Schatz aus der Sammlung Klewan

01.05.2022

Alberto Giacometti im Museum Moderner Kunst Wörlen Passau

So ein Glück: Kurz bevor die größte deutsche Giacometti-Sammlung nach Wien abwandert, sind noch einmal 100 Werke des Schweizer Bildhauers in Passau zu sehen. Der renommierte Galerist Helmut Klewan erklärte sich kurzfristig bereit, sie dem Museum Moderner Kunst Wörlen Passau für eine Einzelschau zur Verfügung zu stellen. Sehr zur Freude von Direktorin Marion Bornscheuer, die Klewan erst im Dezember letzten Jahres kennengelernt hatte.

Mit seinen einzigartig langgezogenen, schrundigen Figuren avancierte Alberto Giacometti (1901-1966) zu einem der berühmtesten Vertreter der Nachkriegsmoderne. Er wuchs im Bergell, im italienischen Teil der Schweiz auf und wurde schon als Kind durch seinen Vater Giovanni, einem postimpressionistischen Maler, künstlerisch gefördert.

Im ersten Abschnitt der 6-teiligen Ausstellung in Passau, die sieben Gemälde, ebenso viele Skulpturen sowie zahlreiche Zeichnungen und Druckgrafiken umfasst, finden sich Ansichten seines Heimatorts Stampa sowie einige Selbstportraits und Bildnisse der Familie.

Im Jahr 1922 ging Giacometti zum Studium nach Paris und mietete sich dort 1926 ein kleines, heruntergekommenes Atelier, das bis zu seinem Tod im Januar 1966 seinen Arbeitsmittelpunkt darstellte. Hier entstanden auch seine berühmten Stehenden, die sogenannten Femmes Debout oder Nus Debout, denen in Passau der nächste Raum gewidmet ist.

Immer wieder hielt der Künstler seine unmittelbare Umgebung in Skizzen und Zeichnungen fest, auch die Straßenzüge und Bistrots in seinem Viertel Montparnasse. Als er 1958 den Radius erweiterte, entstand daraus die Grafikserie Paris sans fin, die in der Ausstellung mit der Skulptur La Cage von 1950 in Dialog tritt.

Trotz eines hohen Arbeitspensums fand Giacometti die Zeit, sich in Cafés wie Les Deux Magots oder Le Dôme mit Literaten und Philosophen zu treffen und mit einigen enge Freundschaften zu schließen. Eine Reihe von Portraits bezeugt das hoch interessante und illustre Umfeld des Schweizers in der französischen Hauptstadt.

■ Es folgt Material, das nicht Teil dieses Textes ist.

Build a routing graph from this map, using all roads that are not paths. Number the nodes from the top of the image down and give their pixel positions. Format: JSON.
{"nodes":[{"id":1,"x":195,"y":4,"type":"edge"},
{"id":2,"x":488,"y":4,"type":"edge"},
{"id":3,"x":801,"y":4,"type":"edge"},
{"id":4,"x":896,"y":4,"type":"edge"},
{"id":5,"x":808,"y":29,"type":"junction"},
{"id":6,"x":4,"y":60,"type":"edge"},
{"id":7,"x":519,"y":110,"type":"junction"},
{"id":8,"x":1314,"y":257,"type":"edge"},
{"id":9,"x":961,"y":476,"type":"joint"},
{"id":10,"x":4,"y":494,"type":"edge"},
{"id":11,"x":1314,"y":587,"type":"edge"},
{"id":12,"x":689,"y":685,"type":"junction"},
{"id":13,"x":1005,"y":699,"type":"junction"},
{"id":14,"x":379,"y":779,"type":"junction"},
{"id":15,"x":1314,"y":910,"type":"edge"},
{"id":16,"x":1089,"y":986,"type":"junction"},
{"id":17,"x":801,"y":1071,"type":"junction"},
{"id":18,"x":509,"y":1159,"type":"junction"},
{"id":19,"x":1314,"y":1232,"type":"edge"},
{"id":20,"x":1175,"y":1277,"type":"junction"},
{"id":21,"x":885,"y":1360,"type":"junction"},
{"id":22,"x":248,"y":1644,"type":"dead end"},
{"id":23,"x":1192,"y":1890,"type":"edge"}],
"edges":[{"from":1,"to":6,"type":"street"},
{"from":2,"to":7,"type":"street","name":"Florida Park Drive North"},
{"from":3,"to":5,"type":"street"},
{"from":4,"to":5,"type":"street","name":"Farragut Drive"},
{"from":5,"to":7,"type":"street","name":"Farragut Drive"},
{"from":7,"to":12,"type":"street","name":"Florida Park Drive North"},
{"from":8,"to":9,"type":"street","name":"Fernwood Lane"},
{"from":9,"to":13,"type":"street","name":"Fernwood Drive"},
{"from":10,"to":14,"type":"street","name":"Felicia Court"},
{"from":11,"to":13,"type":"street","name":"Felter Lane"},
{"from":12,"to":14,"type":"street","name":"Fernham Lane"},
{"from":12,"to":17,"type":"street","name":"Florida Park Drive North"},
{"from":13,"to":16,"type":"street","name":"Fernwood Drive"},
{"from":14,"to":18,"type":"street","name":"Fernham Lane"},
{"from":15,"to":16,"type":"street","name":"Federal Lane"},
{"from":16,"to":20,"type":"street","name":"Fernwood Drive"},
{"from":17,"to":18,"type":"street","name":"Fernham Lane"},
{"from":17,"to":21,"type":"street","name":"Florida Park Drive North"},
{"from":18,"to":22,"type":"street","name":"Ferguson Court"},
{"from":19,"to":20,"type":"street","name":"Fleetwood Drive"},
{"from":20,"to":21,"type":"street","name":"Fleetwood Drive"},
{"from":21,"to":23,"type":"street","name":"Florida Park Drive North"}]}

Da Giacometti häufig an Fragen der künstlerischen Umsetzung seiner eigenen optischen Eindrücke verzweifelte, geriet er 1938 durch die Beobachtung einer sich auf einem Boulevard entfernenden Freundin in eine Krise. In den folgenden Jahren schrumpften seine Plastiken auf ein sehr kleines Maß zusammen, wie Zeichnungen und Skulpturen im fünften Segment der Ausstellung zeigen.

Erst nach dem 2. Weltkrieg fand er zu seiner charakteristischen Formensprache. Nun spielte auch die Malerei eine wichtige Rolle. Sie ist im letzten Raum der Schau anhand von sechs beeindruckenden Gemälden zu erleben.

Dass die Giacomettis aus der Sammlung Klewan einmal in Passau gezeigt würden, hatte sich schon der Stiftungsgründer des Museums, Hanns Egon Wörlen (1915-2014) gewünscht, weiß Leiterin Bornscheuer.

Nun geht die Sammlung von Helmut Klewan, der von 1970 bis 1999 in Wien und München als Galerist tätig war, im Laufe dieses Jahres an die Albertina nach Wien.